The Private Provision of Urban Infrastructure: Financial Intermediation Through Long Term Contracts
41 Pages Posted: 28 Apr 1997
Date Written: March 1997
This paper deals with pension fund investment in urban infrastructure projects. It is suggested that the potential returns (and risks) with such projects are significantly greater than fixed income products though they have long gestation periods like gilt-edge securities. Our argument begins with recent evidence collected from a Nippon Credit industry-sponsored research study of Australian infrastructure investment performance. Also analyzed are the internal and external characteristics of various kinds of urban infrastructure projects, ranging from roads and bridges through to hospitals and urban development recognizing that these characteristics are important in determining investors likelihood of realizing their expectations.
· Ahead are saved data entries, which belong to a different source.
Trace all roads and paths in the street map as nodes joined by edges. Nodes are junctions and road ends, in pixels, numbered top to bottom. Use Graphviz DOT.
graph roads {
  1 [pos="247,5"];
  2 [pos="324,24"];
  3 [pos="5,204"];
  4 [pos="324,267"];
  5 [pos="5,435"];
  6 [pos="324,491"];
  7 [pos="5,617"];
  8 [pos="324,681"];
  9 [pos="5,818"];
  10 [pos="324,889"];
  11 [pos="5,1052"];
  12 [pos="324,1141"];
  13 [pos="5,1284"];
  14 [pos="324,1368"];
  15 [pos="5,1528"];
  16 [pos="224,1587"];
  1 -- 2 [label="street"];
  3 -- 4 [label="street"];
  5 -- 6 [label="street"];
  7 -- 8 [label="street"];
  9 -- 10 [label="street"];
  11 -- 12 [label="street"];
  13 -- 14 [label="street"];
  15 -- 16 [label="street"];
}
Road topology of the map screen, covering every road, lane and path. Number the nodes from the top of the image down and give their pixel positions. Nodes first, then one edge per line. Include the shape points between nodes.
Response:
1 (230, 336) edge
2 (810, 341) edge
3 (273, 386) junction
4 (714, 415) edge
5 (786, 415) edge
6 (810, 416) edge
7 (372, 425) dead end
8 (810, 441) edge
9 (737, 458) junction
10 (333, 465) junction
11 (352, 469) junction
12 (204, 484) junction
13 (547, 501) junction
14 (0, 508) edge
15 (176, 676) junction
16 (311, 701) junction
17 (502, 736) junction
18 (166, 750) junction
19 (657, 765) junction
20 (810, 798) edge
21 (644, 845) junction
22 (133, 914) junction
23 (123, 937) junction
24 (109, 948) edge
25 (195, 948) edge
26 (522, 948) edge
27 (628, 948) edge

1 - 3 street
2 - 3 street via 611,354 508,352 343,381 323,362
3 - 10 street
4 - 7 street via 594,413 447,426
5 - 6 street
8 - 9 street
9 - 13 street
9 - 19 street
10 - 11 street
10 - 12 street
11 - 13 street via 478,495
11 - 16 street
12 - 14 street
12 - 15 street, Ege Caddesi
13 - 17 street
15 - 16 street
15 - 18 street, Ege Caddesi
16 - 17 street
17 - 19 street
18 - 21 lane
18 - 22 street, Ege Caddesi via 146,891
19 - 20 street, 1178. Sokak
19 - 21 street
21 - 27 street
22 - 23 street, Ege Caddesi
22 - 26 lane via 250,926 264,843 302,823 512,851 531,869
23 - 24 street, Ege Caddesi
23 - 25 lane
It is shown that, notwithstanding the uncertainty endemic to these kinds of projects, a commonly desired form of financial intermediation is a formal contract binding the parties to one-another over the long- term (as much as twenty years or more). While no doubt valuable for many reasons, matching in effect the formal structure of bonds, it is suggested that these institutional structures can be more problematic than often understood once the world of short-term discrete contracts is left behind. At issue here is the management of these contracts given that investment performance is a function of both the level of management resources (relative to capital investment) and the expertise of those who operate such facilities over the long term.